Aretha Franklin’s shoes might be a tight squeeze, but Broadway baby Capathia Jenkins is the woman to do it.
Jenkins, a Brooklyn-born and raised singer and actor, has made a name for herself by bringing the Queen of Soul’s music to the masses, as she performs alongside orchestras around the world. She knows better than to offer a carbon copy imitation of the inimitable singer, who died in 2018, but she’s well aware the audience wants to hear certain licks made famous by Franklin.
“There won’t ever be another Aretha. She was a singular, unique person,” Jenkins said from home in Georgia. “No matter what she sang, you always knew it was her. She had a way of infusing a song. She brought her whole self to it. There are certain things I try to copy, or try to do the way I think she did, but for the most part you are hearing Capathia.”

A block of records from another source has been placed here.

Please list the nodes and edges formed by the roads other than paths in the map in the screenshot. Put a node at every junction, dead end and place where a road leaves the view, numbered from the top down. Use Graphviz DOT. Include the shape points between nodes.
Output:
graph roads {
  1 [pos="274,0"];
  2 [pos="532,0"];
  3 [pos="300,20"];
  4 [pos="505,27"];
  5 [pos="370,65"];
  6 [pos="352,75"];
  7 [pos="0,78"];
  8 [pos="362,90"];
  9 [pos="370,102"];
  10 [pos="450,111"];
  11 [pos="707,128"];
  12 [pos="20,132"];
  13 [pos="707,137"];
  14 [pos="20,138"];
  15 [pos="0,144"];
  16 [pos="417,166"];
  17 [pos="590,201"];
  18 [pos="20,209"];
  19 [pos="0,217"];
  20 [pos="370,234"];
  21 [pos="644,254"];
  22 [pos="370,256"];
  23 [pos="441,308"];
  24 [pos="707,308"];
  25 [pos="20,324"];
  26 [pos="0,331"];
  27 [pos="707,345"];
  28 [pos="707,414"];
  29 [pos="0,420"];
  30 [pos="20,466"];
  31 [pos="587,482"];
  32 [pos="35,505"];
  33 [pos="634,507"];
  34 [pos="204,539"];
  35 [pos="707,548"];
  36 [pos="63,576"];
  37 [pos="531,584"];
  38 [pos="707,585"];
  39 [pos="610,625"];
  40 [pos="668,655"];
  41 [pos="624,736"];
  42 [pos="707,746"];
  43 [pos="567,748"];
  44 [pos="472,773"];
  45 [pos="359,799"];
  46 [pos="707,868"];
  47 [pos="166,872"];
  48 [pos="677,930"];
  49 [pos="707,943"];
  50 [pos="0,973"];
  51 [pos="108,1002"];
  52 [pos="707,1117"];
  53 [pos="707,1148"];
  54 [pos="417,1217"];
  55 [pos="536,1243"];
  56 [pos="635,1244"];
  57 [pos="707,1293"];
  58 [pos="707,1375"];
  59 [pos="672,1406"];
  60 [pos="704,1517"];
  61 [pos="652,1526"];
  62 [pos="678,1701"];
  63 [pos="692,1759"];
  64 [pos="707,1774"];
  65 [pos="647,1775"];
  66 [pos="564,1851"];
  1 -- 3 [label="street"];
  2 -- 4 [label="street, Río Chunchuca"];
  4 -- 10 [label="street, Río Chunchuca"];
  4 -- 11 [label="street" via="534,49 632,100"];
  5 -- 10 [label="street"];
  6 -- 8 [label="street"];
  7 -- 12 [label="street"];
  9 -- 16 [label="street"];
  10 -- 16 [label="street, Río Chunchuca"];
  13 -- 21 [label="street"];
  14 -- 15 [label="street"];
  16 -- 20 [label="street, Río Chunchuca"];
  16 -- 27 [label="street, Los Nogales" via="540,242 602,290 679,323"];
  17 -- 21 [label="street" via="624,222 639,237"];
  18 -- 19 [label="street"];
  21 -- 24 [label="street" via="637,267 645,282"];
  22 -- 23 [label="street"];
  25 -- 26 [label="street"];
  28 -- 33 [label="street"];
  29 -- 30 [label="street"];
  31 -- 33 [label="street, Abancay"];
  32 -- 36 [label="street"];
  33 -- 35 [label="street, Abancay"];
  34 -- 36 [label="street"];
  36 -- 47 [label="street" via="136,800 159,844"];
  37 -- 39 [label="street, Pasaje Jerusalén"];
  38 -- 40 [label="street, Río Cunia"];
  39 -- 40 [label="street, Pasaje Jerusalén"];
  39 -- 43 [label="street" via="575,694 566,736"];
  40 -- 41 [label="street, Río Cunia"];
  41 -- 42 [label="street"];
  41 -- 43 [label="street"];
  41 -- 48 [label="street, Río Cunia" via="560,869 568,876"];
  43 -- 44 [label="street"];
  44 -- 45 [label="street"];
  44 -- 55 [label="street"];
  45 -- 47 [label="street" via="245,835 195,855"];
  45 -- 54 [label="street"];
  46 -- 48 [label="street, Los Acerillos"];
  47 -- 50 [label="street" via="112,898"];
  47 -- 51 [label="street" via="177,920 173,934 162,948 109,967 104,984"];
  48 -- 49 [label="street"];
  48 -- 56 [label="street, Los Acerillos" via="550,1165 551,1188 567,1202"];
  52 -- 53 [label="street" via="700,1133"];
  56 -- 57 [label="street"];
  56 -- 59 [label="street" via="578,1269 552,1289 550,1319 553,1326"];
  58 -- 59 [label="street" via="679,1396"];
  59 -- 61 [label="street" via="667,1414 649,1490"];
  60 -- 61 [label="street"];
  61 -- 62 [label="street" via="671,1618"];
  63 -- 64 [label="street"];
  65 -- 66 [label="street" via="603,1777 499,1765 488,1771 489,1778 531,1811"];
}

“Aretha: Queen of Soul,” featuring Jenkins and vocalist Matthew Johnson with the Colorado Springs Philharmonic, is Friday and Saturday at Pikes Peak Center.
The show will go back to Franklin’s gospel roots, with a few songs off her 1972 live album, “Amazing Grace,” before diving into the rest of her catalog. Johnson will do songs by Franklin’s friends, Otis Redding, Sam Cooke and Stevie Wonder, and the orchestra will perform solely instrumental versions of some of her music.

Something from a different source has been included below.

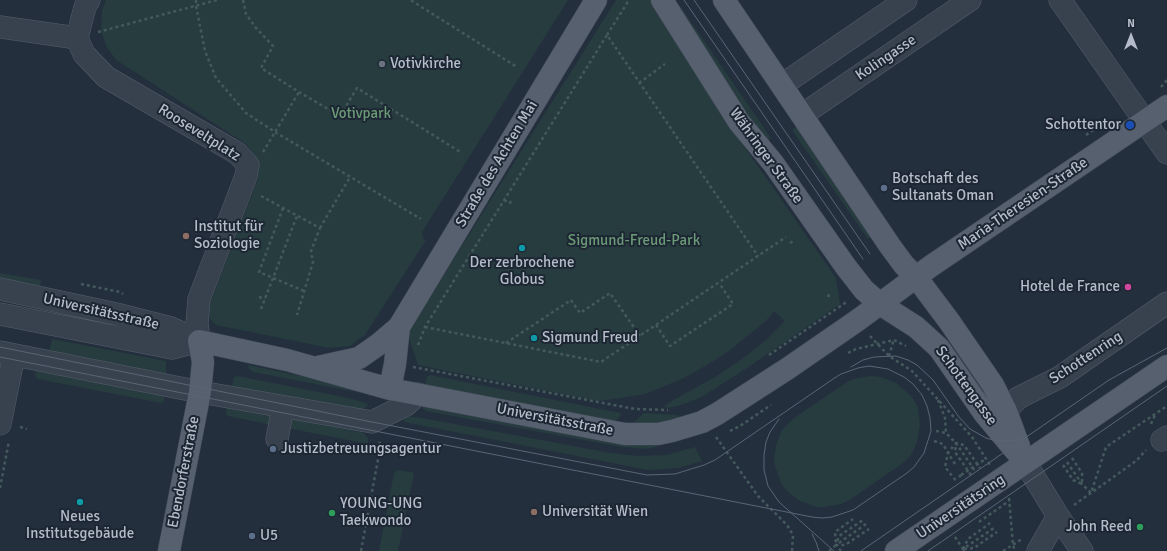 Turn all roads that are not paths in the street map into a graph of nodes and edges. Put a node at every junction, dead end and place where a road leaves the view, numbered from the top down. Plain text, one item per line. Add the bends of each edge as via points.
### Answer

“She was always playing in my house. I grew up on her,” Jenkins said.
Much like Franklin, there was no way Jenkins wasn’t going to be a singer and performer. She came to it early, at 8, when a music teacher told her mother she had talent and to nurture it. When she was 12, that same teacher took her to see her first Broadway show — “The Wiz.”
“Watching another little Black girl from Brooklyn gave me permission to dream in such a visceral way,” Jenkins said. “It changed my life.”
In high school, she studied the classics, singing French, Italian and German arias, then went off to Temple University for its jazz vocal program. From there, it was theater and musical revues, a national tour of “Dreamgirls,” and then her big Broadway debut in 1999 in “The Civil War.” She followed it up with “The Look of Love” and “(mis) Understanding Mammy: The Hattie McDaniel Story,” among others, and her last show, “Newsies,” in 2014.
A couple of years ago, she and her husband relocated to Georgia for a more quiet existence outside the city. It’s an ideal spot to land after her symphony concerts, which started about a dozen years ago.
“It parlayed itself into a whole separate career I didn’t know was possible,” she said. “But I started to meet with conductors and they’d say what do you like to sing, let’s put a show together for you. It became this career, a dream I didn’t even know I had.”